噪声、药物、感染等均能造成明显耳毒性和永久性听力障碍，因此深入了解毛细胞损伤机制及有效毛细胞保护策略在感音神经性聋的防治工作中尤为重要。前期研究发现下调组蛋白H3K9me2能有效减轻耳蜗毛细胞损伤，达到毛细胞保护的目的；基因表达谱分析发现细胞周期调控基因Pcdh8和Insm1在毛细胞保护中表达显著上调。最新研究表明，细胞周期调控基因是维持分裂后毛细胞稳定的重要因素。本研究旨在研究调控组蛋白H3K9me2毛细胞保护的分子机制及有效的毛细胞保护策略：通过观察shRNA和G9a/GLP抑制剂处理后毛细胞的形态和数量，研究Pcdh8、Insm1基因与组蛋白H3K9me2的相互作用，阐明其对毛细胞损伤和保护的调控作用，并进一步探讨其作用的分子机制；同时，在耳蜗过量表达Pcdh8和Insm1基因，实现G1/S期阻滞，促进毛细胞自我修复，逆转毛细胞死亡，为基因治疗感音神经性耳聋奠定实验基础。

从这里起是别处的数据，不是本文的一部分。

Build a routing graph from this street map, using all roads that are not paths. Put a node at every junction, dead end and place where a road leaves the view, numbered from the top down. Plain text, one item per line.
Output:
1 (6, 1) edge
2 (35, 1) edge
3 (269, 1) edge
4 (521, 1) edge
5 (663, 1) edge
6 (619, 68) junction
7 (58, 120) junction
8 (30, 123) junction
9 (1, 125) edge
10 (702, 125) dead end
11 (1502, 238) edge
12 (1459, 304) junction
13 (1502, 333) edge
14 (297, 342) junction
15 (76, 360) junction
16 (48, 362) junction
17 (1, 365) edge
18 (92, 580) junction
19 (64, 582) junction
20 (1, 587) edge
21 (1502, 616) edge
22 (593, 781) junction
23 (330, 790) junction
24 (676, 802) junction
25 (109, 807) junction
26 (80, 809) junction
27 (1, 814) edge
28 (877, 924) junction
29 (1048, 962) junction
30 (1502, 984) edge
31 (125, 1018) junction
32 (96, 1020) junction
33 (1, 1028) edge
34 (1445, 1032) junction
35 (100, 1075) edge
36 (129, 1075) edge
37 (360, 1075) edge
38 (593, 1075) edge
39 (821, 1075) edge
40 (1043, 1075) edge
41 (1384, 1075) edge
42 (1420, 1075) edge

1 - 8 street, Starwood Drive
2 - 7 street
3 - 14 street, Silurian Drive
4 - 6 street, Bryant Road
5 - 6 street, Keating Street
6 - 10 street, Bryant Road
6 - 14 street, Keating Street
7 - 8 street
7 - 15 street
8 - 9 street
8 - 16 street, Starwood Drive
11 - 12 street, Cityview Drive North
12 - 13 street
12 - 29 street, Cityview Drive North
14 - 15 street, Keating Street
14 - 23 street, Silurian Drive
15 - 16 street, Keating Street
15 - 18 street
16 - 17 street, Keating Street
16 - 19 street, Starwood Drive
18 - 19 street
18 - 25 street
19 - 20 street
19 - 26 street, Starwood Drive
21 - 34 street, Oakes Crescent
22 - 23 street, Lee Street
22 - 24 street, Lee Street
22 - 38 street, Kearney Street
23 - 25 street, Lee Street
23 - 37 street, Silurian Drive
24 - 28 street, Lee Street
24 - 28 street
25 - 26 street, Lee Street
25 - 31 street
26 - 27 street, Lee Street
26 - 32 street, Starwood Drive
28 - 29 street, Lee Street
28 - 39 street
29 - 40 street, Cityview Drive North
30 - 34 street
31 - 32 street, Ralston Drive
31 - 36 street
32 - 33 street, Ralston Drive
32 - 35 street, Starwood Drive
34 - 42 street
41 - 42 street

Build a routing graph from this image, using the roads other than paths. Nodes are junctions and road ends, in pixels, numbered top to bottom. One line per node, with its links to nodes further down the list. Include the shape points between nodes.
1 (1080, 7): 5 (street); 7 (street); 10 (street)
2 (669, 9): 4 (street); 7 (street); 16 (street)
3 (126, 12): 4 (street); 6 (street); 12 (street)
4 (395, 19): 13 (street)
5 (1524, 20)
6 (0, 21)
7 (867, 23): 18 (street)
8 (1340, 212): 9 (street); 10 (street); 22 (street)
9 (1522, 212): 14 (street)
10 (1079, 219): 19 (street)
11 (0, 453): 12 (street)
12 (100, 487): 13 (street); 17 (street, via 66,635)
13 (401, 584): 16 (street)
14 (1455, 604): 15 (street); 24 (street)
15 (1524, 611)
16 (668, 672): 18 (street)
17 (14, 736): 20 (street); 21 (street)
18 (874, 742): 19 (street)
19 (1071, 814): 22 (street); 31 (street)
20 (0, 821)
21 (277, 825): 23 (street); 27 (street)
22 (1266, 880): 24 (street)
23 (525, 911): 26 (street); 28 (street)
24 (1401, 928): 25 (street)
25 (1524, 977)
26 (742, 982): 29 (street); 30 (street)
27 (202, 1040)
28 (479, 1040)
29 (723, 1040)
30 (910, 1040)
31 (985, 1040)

Sensorineural hearing loss (SNHL) is one of the most common sensory defects in humans. Hair cells are vulnerable to various ototoxic insults, such as noise, drugs and infections. Relative mechanism and effective prevention of hair cell loss remains an unmet medical need. Previous studies have found that cell cycle-related genes are quite important to maintain the stability of hair cells. It was found that down-regulation of the dimethylated histone H3 lysine 9 (H3K9me2) can effectively reduce the cochlear hair cell injury and protect hair cells. Expression profiling and RT-qPCR analyses indicated that the otoprotection by G9a/GLP inhibition might be mediated through the up-regulation of Pcdh8 and Insm1. It was confirmed that the expression Pcdh8 and Insm1 can induce G1/S phase arrest in our previous studies. Using shRNA interference and the G9a/GLP specific inhibitors, we try to observe the changes of cell cycle-related genes expression and histone modification, as well as the interaction, to further understand the molecular mechanisms underlying the otoprotection of inhibition of H3K9me2. Moreover，the project is to explore the potential therapeutic value of Pcdh8 and Insm1 clinically for hearing protection of Corti organ morphologically and functionally by over expression of Pcdh8 and Insm1.